La falta de capacidad creativa o lo que otros llaman, con superchería mal disimulada, infantilismo parece un pecado que adolecemos los que tratamos de comunicar algo desde el sentimiento para huir de la angustia o para lanzar disimuladamente la impudicia contenida. Hubo o hay, me temo, un momento maldito en que los niños viven realidades adultas: los niños soldados, los niños putos, los niños trabajadores, los niños que hacen de adultos, impedidos de capacidad creadora para ser ellos mismo, de ejercer su oficio: ser bien aventurados. La infancia ha perdido casi toda su identidad. Las tecnologías se encargan de devorar la infancia. Antes, con la lectura, se daba punto final a la infancia. Desde el nacimiento hasta el primer libro, merecedor de tal nombre, había un espacio libérrimo y mágicamente vacío. Ahora, no sé cuándo ni cómo está pasando esto, solo puedo recuperar cosas buceando en mí mismo.
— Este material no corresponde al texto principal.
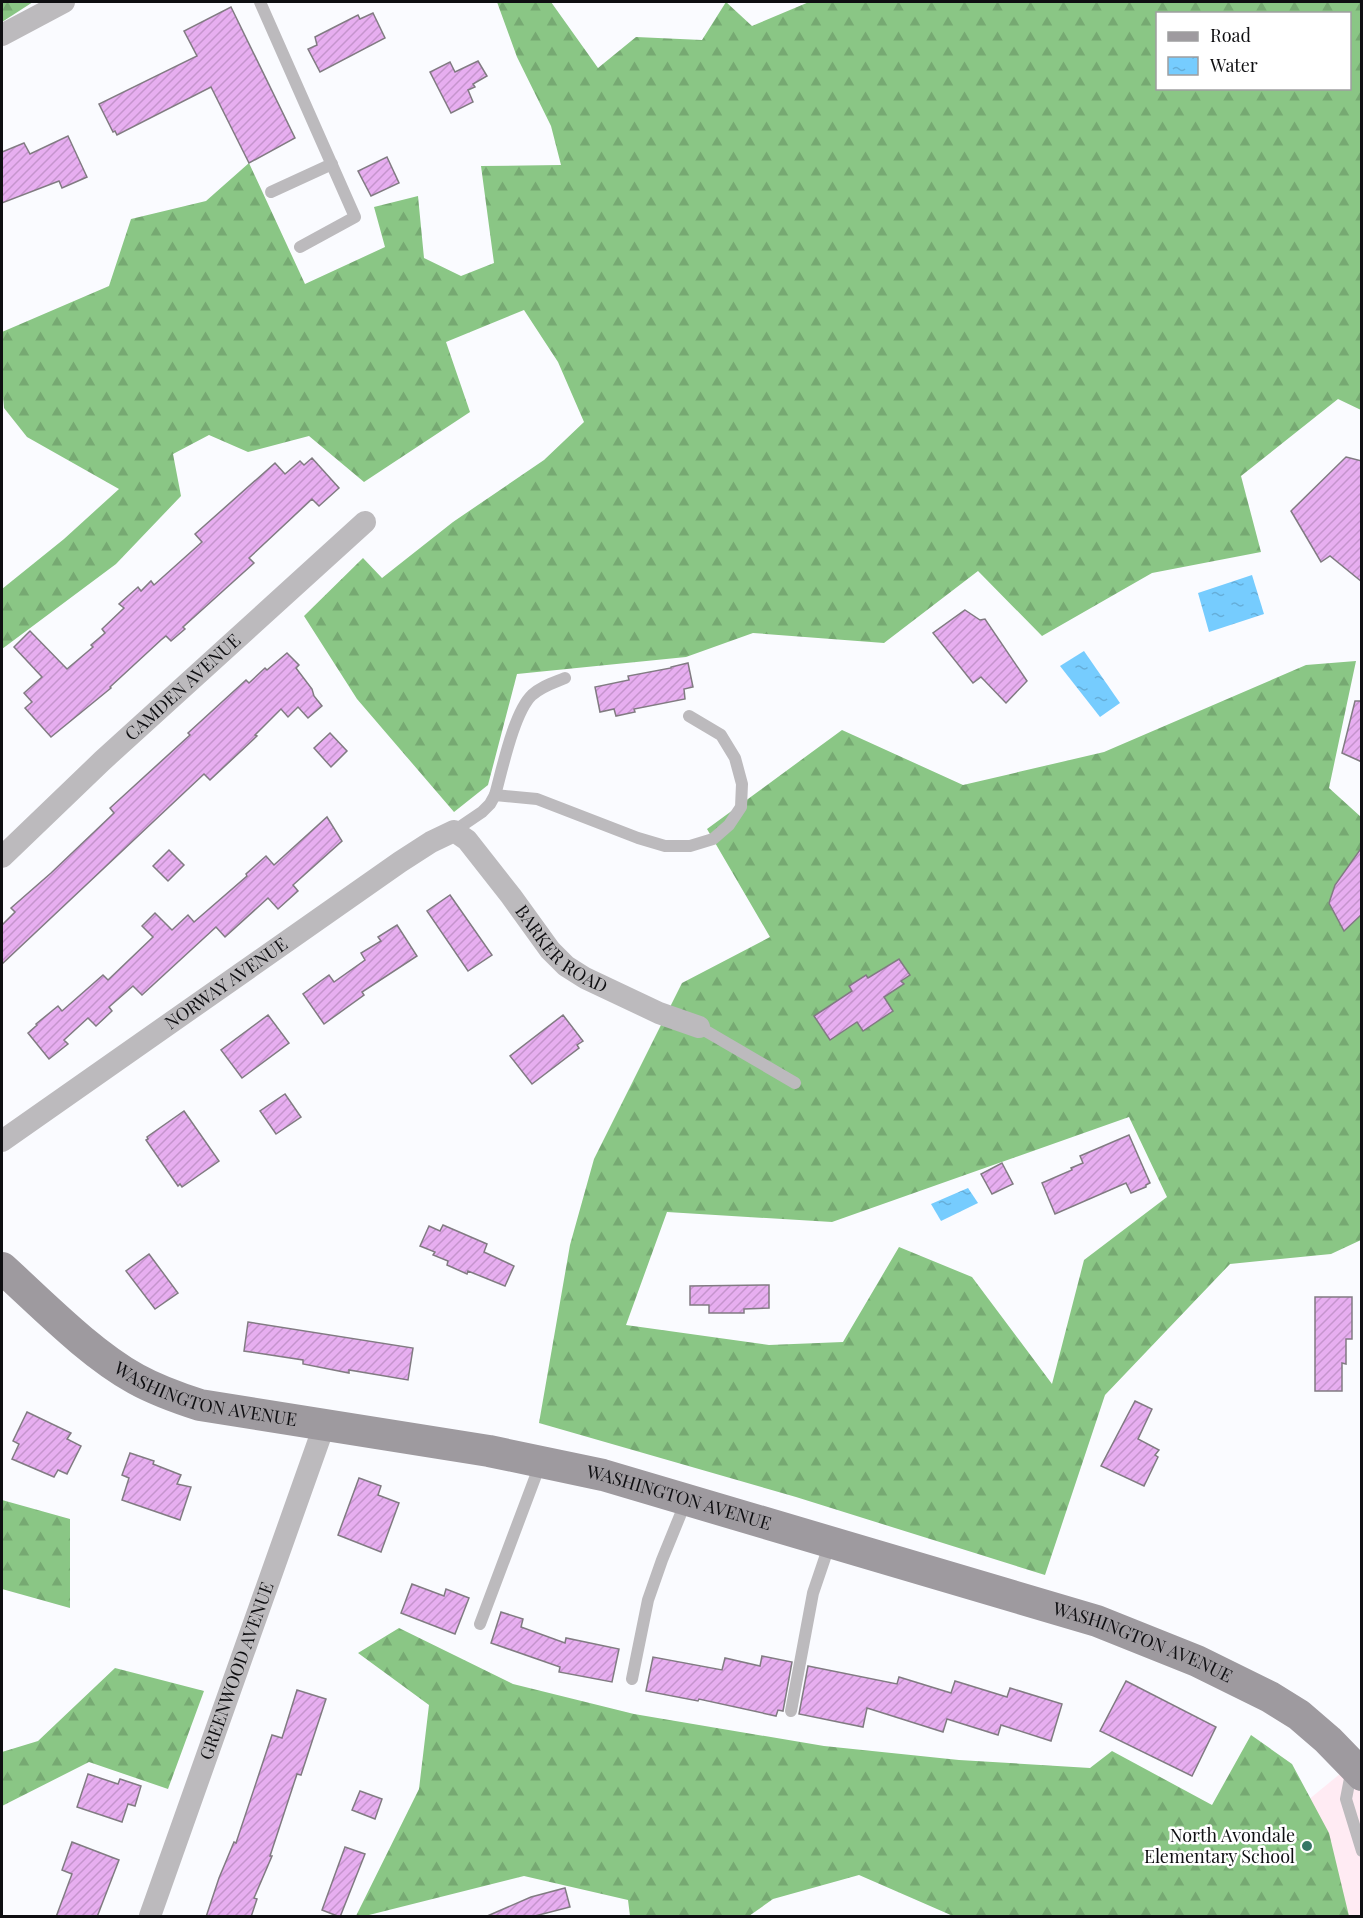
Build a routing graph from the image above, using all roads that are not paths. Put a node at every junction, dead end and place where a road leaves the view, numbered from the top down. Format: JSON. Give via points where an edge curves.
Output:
{"nodes":[{"id":1,"x":64,"y":2,"type":"edge"},
{"id":2,"x":260,"y":2,"type":"edge"},
{"id":3,"x":2,"y":35,"type":"edge"},
{"id":4,"x":332,"y":164,"type":"junction"},
{"id":5,"x":271,"y":192,"type":"dead end"},
{"id":6,"x":300,"y":247,"type":"dead end"},
{"id":7,"x":365,"y":522,"type":"dead end"},
{"id":8,"x":565,"y":678,"type":"dead end"},
{"id":9,"x":689,"y":716,"type":"dead end"},
{"id":10,"x":495,"y":795,"type":"junction"},
{"id":11,"x":454,"y":831,"type":"junction"},
{"id":12,"x":2,"y":857,"type":"edge"},
{"id":13,"x":699,"y":1027,"type":"joint"},
{"id":14,"x":795,"y":1083,"type":"dead end"},
{"id":15,"x":2,"y":1141,"type":"edge"},
{"id":16,"x":2,"y":1268,"type":"edge"},
{"id":17,"x":324,"y":1425,"type":"junction"},
{"id":18,"x":542,"y":1461,"type":"junction"},
{"id":19,"x":687,"y":1500,"type":"junction"},
{"id":20,"x":830,"y":1542,"type":"junction"},
{"id":21,"x":480,"y":1624,"type":"dead end"},
{"id":22,"x":632,"y":1679,"type":"dead end"},
{"id":23,"x":791,"y":1711,"type":"dead end"},
{"id":24,"x":1358,"y":1765,"type":"edge"},
{"id":25,"x":1362,"y":1851,"type":"edge"},
{"id":26,"x":150,"y":1917,"type":"edge"}],
"edges":[{"from":1,"to":3,"type":"street"},
{"from":2,"to":4,"type":"lane"},
{"from":4,"to":5,"type":"lane"},
{"from":4,"to":6,"type":"lane","via":[[355,217]]},
{"from":7,"to":12,"type":"street","name":"CAMDEN AVENUE"},
{"from":8,"to":10,"type":"lane","via":[[544,686],[524,705]]},
{"from":9,"to":10,"type":"lane","via":[[721,735],[735,758],[742,784],[741,807],[713,839],[690,846],[665,846],[537,799]]},
{"from":10,"to":11,"type":"lane","via":[[482,812]]},
{"from":11,"to":13,"type":"street","name":"BARKER ROAD","via":[[467,840],[566,966],[659,1012]]},
{"from":11,"to":15,"type":"street","name":"NORWAY AVENUE","via":[[400,862]]},
{"from":13,"to":14,"type":"lane"},
{"from":16,"to":17,"type":"street","name":"WASHINGTON AVENUE","via":[[97,1353],[135,1379],[200,1405]]},
{"from":17,"to":18,"type":"street","name":"WASHINGTON AVENUE"},
{"from":17,"to":26,"type":"street","name":"GREENWOOD AVENUE"},
{"from":18,"to":19,"type":"street","name":"WASHINGTON AVENUE"},
{"from":18,"to":21,"type":"lane"},
{"from":19,"to":20,"type":"street","name":"WASHINGTON AVENUE"},
{"from":19,"to":22,"type":"lane","via":[[648,1600]]},
{"from":20,"to":23,"type":"lane","via":[[813,1593]]},
{"from":20,"to":24,"type":"street","name":"WASHINGTON AVENUE","via":[[1097,1621],[1197,1661],[1299,1715]]},
{"from":24,"to":25,"type":"lane","via":[[1346,1799]]}]}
Porque con la lectura llegan los secretos. Los secretos de la cultura son el espacio donde se salvaguarda todo lo antinatural. La cultura enmascara todo. ¿Son entonces los niños los mensajeros de lo que no vemos? Habremos ya olvidado la necesidad de reproducirnos para que alguien pueda volver a vivir. Aquí veo a los niños jugando a con los juguetes que se fabrican, ya lo dije en otro momento, con los coches movidos y guiados con palos.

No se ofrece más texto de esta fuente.